How to Run a Planet
By: John Holman - Changemaker Books - $11.95
Overview: How to Run a Planet recognizes the primary causes of our political and environmental crises: a lack of good global government, a laissez faire ideology, and a materialist worldview.
Presenting a wiser worldview - a political model harmonious with the nature of the universe - John Holman tasks humanity with creating a planetary civilization of sublime proportions, beyond capitalism and nationalism.
Verdict: In doing so, Holman illustrates a democratically elected world parliament and an economic system based on the pursuit of societal and environmental well-being rather than growth. This is essential reading for policymakers, philosophers, social activists, and anybody else interested in the big picture and global solutions.
Telling it like it is, author John Holman has written a quite profoundly wondrous new book here, and one that should be used to extract differing opinions from those who would hotly debate the subject matter - especially those that believe in the necessity of undertaking possibly radical ways for sustaining our collective planetary existence.
For as we all well know by now, sustaining our collective planetary existence requires a combination of individual actions, community involvement, and global cooperation, and although Holman’s overview could easily become a worldview, should this book be undertaken by a much wider audience, the underlying challenges we face on a daily basis truly exposes the shortcomings of rationalism and materialism that we exist within.

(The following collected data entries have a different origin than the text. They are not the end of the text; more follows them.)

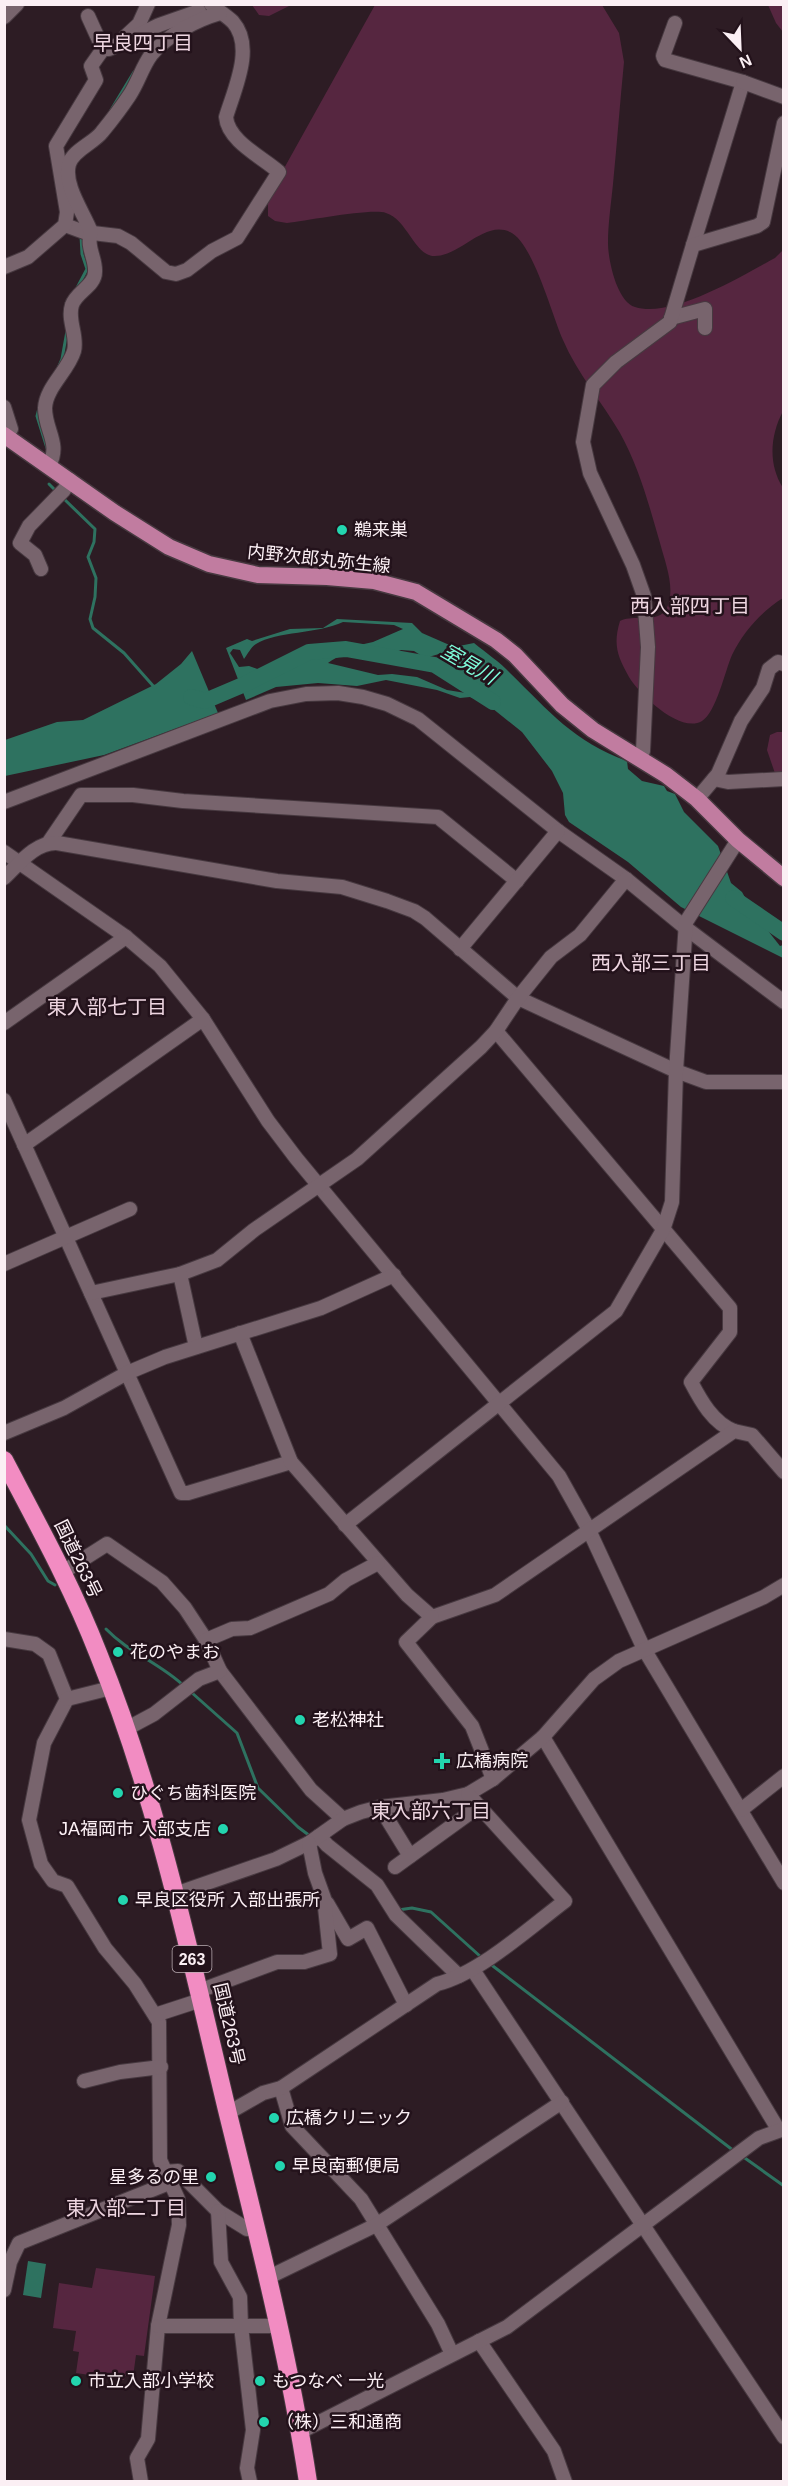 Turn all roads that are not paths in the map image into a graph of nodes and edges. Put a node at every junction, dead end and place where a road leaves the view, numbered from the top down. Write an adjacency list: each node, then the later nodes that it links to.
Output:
1 (17, 4): 5 (street)
2 (148, 4): 7 (street)
3 (214, 7): 7 (street); 13 (street); 13 (street)
4 (88, 16): 8 (street)
5 (4, 17)
6 (675, 23): 9 (street)
7 (122, 44): 8 (street)
8 (103, 49): 12 (street)
9 (743, 82): 10 (street); 14 (street)
10 (783, 97)
11 (783, 123): 14 (street)
12 (65, 225): 13 (street); 15 (street)
13 (91, 232): 20 (street)
14 (693, 244): 16 (street)
15 (4, 267)
16 (671, 318): 17 (street); 24 (street)
17 (705, 328)
18 (4, 407): 19 (street)
19 (5, 435): 20 (main road, 内野次郎丸弥生線)
20 (49, 466): 21 (main road, 内野次郎丸弥生線)
21 (63, 490): 22 (street); 24 (main road, 内野次郎丸弥生線)
22 (41, 569)
23 (783, 664): 26 (street)
24 (640, 758): 27 (main road, 内野次郎丸弥生線)
25 (783, 778): 26 (street)
26 (714, 779): 27 (street)
27 (697, 799): 31 (main road, 内野次郎丸弥生線)
28 (4, 802): 29 (street)
29 (558, 831): 36 (street); 37 (street)
30 (49, 842): 33 (street); 37 (street); 40 (street)
31 (736, 843): 35 (main road, 内野次郎丸弥生線); 38 (street)
32 (4, 852): 33 (street)
33 (20, 862): 34 (street); 39 (street)
34 (4, 878)
35 (783, 878)
36 (626, 879): 38 (street); 41 (street)
37 (517, 881): 40 (street)
38 (686, 926): 42 (street); 46 (street)
39 (126, 937): 43 (street); 44 (street)
40 (459, 949): 41 (street)
41 (518, 998): 45 (street); 46 (street)
42 (783, 1002)
43 (203, 1019): 49 (street); 50 (street)
44 (4, 1023)
45 (496, 1031): 50 (street); 52 (street)
46 (676, 1071): 47 (street); 52 (street)
47 (783, 1082)
48 (4, 1100): 49 (street)
49 (24, 1144): 53 (street)
50 (319, 1186): 55 (street); 56 (street)
51 (130, 1209): 53 (street)
52 (663, 1230): 61 (street); 62 (street)
53 (66, 1237): 54 (street); 57 (street)
54 (5, 1262)
55 (180, 1274): 57 (street); 59 (street)
56 (394, 1275): 58 (street); 61 (street)
57 (92, 1293): 60 (street)
58 (240, 1334): 59 (street); 65 (street)
59 (196, 1347): 60 (street)
60 (128, 1373): 63 (street); 65 (street)
61 (501, 1403): 67 (street); 68 (street)
62 (734, 1431): 66 (street); 68 (street)
63 (4, 1433)
64 (4, 1460): 70 (highway, 国道263号 / 263)
65 (291, 1462): 67 (street)
66 (783, 1472)
67 (345, 1525): 69 (street)
68 (588, 1528): 72 (street); 75 (street)
69 (378, 1563): 72 (street); 74 (street)
70 (63, 1572): 74 (street); 77 (highway, 国道263号 / 263)
71 (783, 1585): 75 (street)
72 (432, 1617): 82 (street)
73 (4, 1639): 78 (street)
74 (206, 1640): 76 (street)
75 (644, 1649): 80 (street); 86 (street)
76 (220, 1671): 79 (street); 87 (street)
77 (111, 1688): 78 (street); 79 (highway, 国道263号 / 263)
78 (67, 1699): 98 (street)
79 (126, 1729): 92 (highway, 国道263号 / 263)
80 (543, 1737): 82 (street); 104 (street)
81 (783, 1776): 86 (street)
82 (493, 1779): 83 (street)
83 (468, 1794): 84 (street); 85 (street)
84 (380, 1807): 87 (street); 89 (street)
85 (478, 1807): 89 (street); 94 (street)
86 (741, 1810): 91 (street)
87 (343, 1819): 88 (street)
88 (314, 1839): 92 (street); 93 (street); 95 (street)
89 (410, 1857): 90 (street)
90 (396, 1867)
91 (783, 1883)
92 (175, 1894): 96 (highway, 国道263号 / 263)
93 (324, 1898): 96 (street); 97 (street)
94 (475, 1968): 95 (street); 102 (street)
95 (459, 1976): 97 (street)
96 (200, 1995): 98 (street); 103 (highway, 国道263号 / 263)
97 (406, 2005): 101 (street)
98 (155, 2014): 99 (street)
99 (161, 2067): 100 (street); 105 (street)
100 (84, 2081)
101 (281, 2088): 103 (street); 107 (street)
102 (562, 2102): 107 (street); 108 (street)
103 (228, 2113): 109 (highway, 国道263号 / 263)
104 (781, 2129): 108 (street)
105 (167, 2177): 106 (street); 111 (street); 113 (street)
106 (218, 2211): 109 (street); 114 (street)
107 (376, 2225): 110 (street); 116 (street)
108 (644, 2225): 115 (street); 118 (street)
109 (256, 2228): 110 (highway, 国道263号 / 263)
110 (268, 2277): 112 (highway, 国道263号 / 263)
111 (4, 2290)
112 (279, 2325): 114 (street); 117 (highway, 国道263号 / 263)
113 (158, 2326): 114 (street); 119 (street)
114 (241, 2326): 120 (street)
115 (479, 2341): 116 (street); 122 (street)
116 (452, 2354): 117 (street)
117 (300, 2432): 121 (highway, 国道263号 / 263)
118 (783, 2437)
119 (141, 2481)
120 (250, 2481)
121 (308, 2481)
122 (565, 2481) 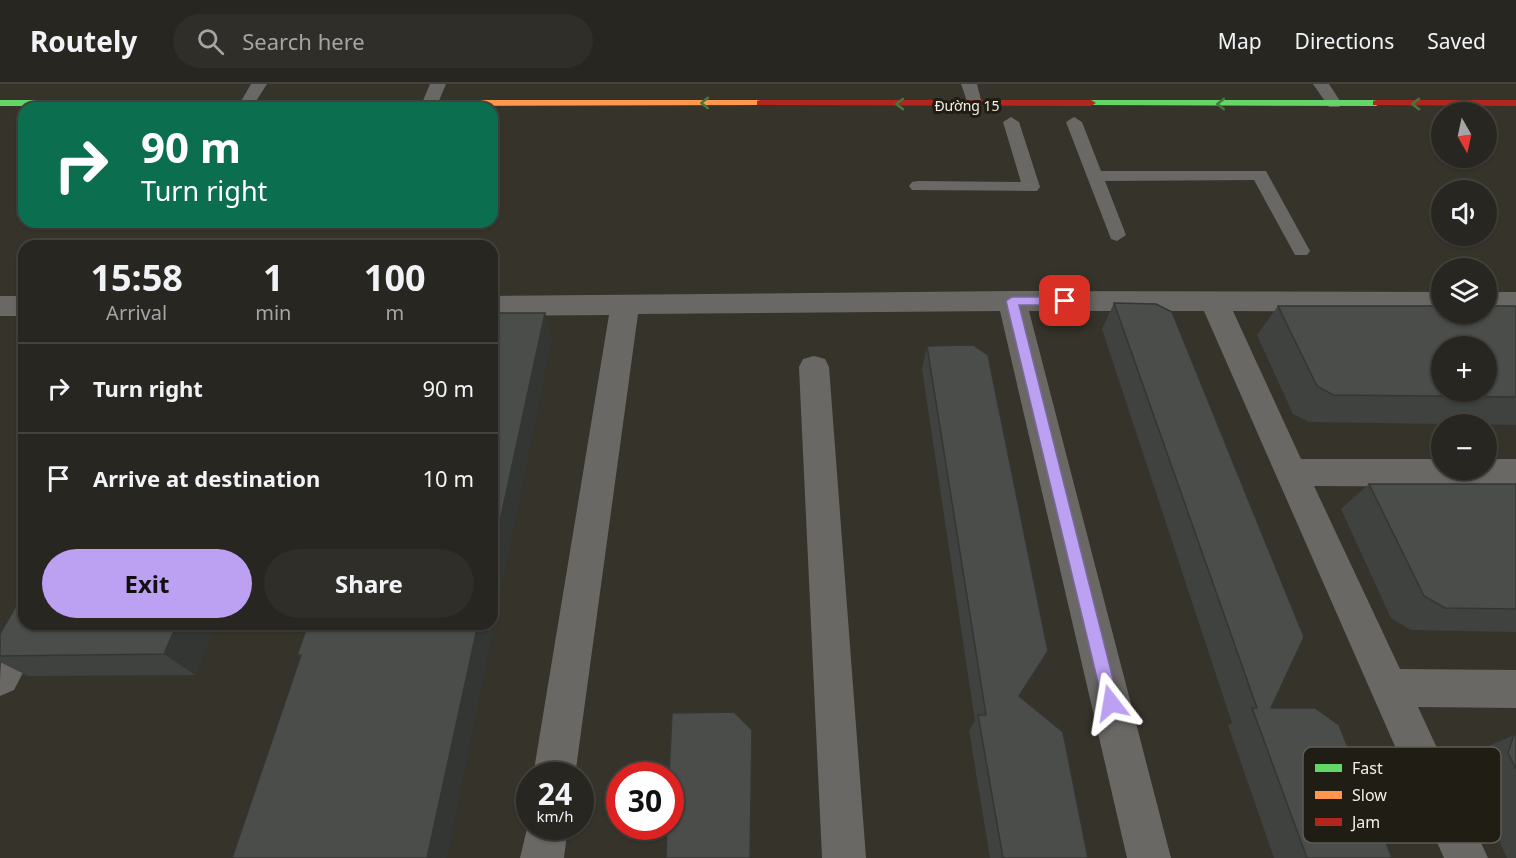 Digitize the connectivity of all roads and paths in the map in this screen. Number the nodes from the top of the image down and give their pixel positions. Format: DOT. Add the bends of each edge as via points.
graph roads {
  1 [pos="259,84"];
  2 [pos="438,84"];
  3 [pos="969,84"];
  4 [pos="1321,84"];
  5 [pos="249,102"];
  6 [pos="430,102"];
  7 [pos="0,103"];
  8 [pos="18,103"];
  9 [pos="498,103"];
  10 [pos="1516,103"];
  11 [pos="974,104"];
  12 [pos="1005,104"];
  13 [pos="1334,104"];
  14 [pos="1010,122"];
  15 [pos="1069,122"];
  16 [pos="1092,122"];
  17 [pos="1095,176"];
  18 [pos="918,186"];
  19 [pos="1117,235"];
  20 [pos="1301,251"];
  21 [pos="1012,301"];
  22 [pos="1214,302"];
  23 [pos="1431,302"];
  24 [pos="1497,302"];
  25 [pos="1516,302"];
  26 [pos="625,305"];
  27 [pos="0,306"];
  28 [pos="18,306"];
  29 [pos="498,306"];
  30 [pos="814,368"];
  31 [pos="1292,472"];
  32 [pos="1516,474"];
  33 [pos="26,630"];
  34 [pos="0,677"];
  35 [pos="1388,688"];
  36 [pos="1516,689"];
  37 [pos="1415,747"];
  38 [pos="556,762"];
  39 [pos="545,840"];
  40 [pos="1459,843"];
  41 [pos="542,858"];
  42 [pos="843,858"];
  43 [pos="1149,858"];
  44 [pos="1466,858"];
  1 -- 5 [label="lane"];
  2 -- 6 [label="lane"];
  3 -- 11 [label="lane"];
  4 -- 13 [label="lane"];
  7 -- 8 [label="street, Đường 15"];
  11 -- 9 [label="street, Đường 15, one-way"];
  10 -- 13 [label="street, Đường 15, one-way"];
  11 -- 12 [label="street, Đường 15"];
  13 -- 12 [label="street, Đường 15, one-way"];
  12 -- 14 [label="street"];
  14 -- 18 [label="lane" via="1031,187"];
  15 -- 16 [label="street"];
  15 -- 17 [label="lane"];
  17 -- 19 [label="lane"];
  17 -- 20 [label="lane" via="1260,175"];
  21 -- 22 [label="street"];
  21 -- 26 [label="street"];
  21 -- 43 [label="street"];
  22 -- 23 [label="street"];
  22 -- 31 [label="street"];
  24 -- 25 [label="street"];
  26 -- 29 [label="street"];
  26 -- 38 [label="street"];
  27 -- 28 [label="street"];
  30 -- 42 [label="street"];
  31 -- 32 [label="street"];
  31 -- 35 [label="street"];
  33 -- 34 [label="street"];
  35 -- 36 [label="street"];
  35 -- 37 [label="street"];
  39 -- 41 [label="street"];
  40 -- 44 [label="street"];
}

Having grown up with parents that also cared about such a thing, a sustainable development - which is a “development that meets the needs of the present without compromising the ability of future generations to meet their own needs” - admittedly fulfills needs that are “in particular the essential needs of the world’s poor” (World Commission on Environment and Development, 1987), and yet at the same time sadly showcases humanities disability to create a planetary civilization of sublime proportions, beyond capitalism and nationalism.
I mean, sustainability, as by this definition, includes an ecological, economical, and social component. This definition is the most widely accepted one, and was actually first coined as a term “planetary sustainability” by NASA in 2014, and comes with three main objectives:
1.
A world in which all people have access to abundant water, food and energy, as well as protection from severe storms and climate change impacts
2.
Healthy and sustainable worldwide economic growth from renewable products and resources
3.
A multi-planetary society, where the resources of the Solar System are available to the people of Earth
Thus How to Run a Planet: An Essential Guide to the Big Picture and Global Solutions, is a very important read, dutifully filled with en masse of knowledge that can hopefully guide us into achieving a social and environmental well-being for all.
About the Author - John Holman PhD is a philosopher and changemaker who holds degrees in the arts, philosophy and religious studies. He is a leading authority on Western esotericism. Alongside writing and lecturing he has worked as a change consultant on European Union projects, and is an adviser and contributor to The Galileo Commission and Democracy Without Borders. He lives in Devon, UK.